*** Opening Data extract ***

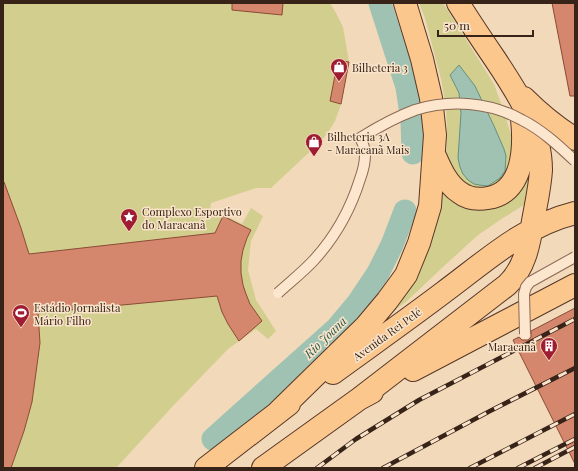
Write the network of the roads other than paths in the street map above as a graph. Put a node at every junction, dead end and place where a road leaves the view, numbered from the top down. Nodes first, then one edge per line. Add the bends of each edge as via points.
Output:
1 (405, 3) edge
2 (458, 3) edge
3 (512, 86) junction
4 (575, 139) edge
5 (434, 154) junction
6 (575, 161) edge
7 (575, 213) edge
8 (532, 229) junction
9 (575, 257) edge
10 (575, 286) edge
11 (278, 293) dead end
12 (526, 334) dead end
13 (359, 399) junction
14 (278, 412) junction
15 (206, 468) edge
16 (263, 468) edge

1 - 5 main road via 431,98 435,135
2 - 3 main road
3 - 4 main road via 538,112
3 - 5 main road via 521,112 522,147 519,171 505,192 481,199 470,198 458,192 444,175
3 - 8 main road via 529,116 539,153 541,169
5 - 14 main road via 430,206 406,274 387,302 366,326
6 - 11 street, bridge via 532,125 489,108 452,103 415,110 400,116 360,138 364,145 364,166 344,217 315,258
7 - 8 main road, Avenida Rei Pelé
8 - 13 main road via 525,259 514,279
8 - 14 main road, Avenida Rei Pelé
9 - 12 street, bridge via 530,282 526,287
10 - 13 main road
13 - 16 main road
14 - 15 main road, Avenida Rei Pelé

*** Closing Data extract ***

● What you will do
For this exercise, restate the material exactly and skip every picture.

● Written solution
Write the network of the roads other than paths in the street map above as a graph. Put a node at every junction, dead end and place where a road leaves the view, numbered from the top down. Nodes first, then one edge per line. Add the bends of each edge as via points.
Output:
1 (405, 3) edge
2 (458, 3) edge
3 (512, 86) junction
4 (575, 139) edge
5 (434, 154) junction
6 (575, 161) edge
7 (575, 213) edge
8 (532, 229) junction
9 (575, 257) edge
10 (575, 286) edge
11 (278, 293) dead end
12 (526, 334) dead end
13 (359, 399) junction
14 (278, 412) junction
15 (206, 468) edge
16 (263, 468) edge

1 - 5 main road via 431,98 435,135
2 - 3 main road
3 - 4 main road via 538,112
3 - 5 main road via 521,112 522,147 519,171 505,192 481,199 470,198 458,192 444,175
3 - 8 main road via 529,116 539,153 541,169
5 - 14 main road via 430,206 406,274 387,302 366,326
6 - 11 street, bridge via 532,125 489,108 452,103 415,110 400,116 360,138 364,145 364,166 344,217 315,258
7 - 8 main road, Avenida Rei Pelé
8 - 13 main road via 525,259 514,279
8 - 14 main road, Avenida Rei Pelé
9 - 12 street, bridge via 530,282 526,287
10 - 13 main road
13 - 16 main road
14 - 15 main road, Avenida Rei Pelé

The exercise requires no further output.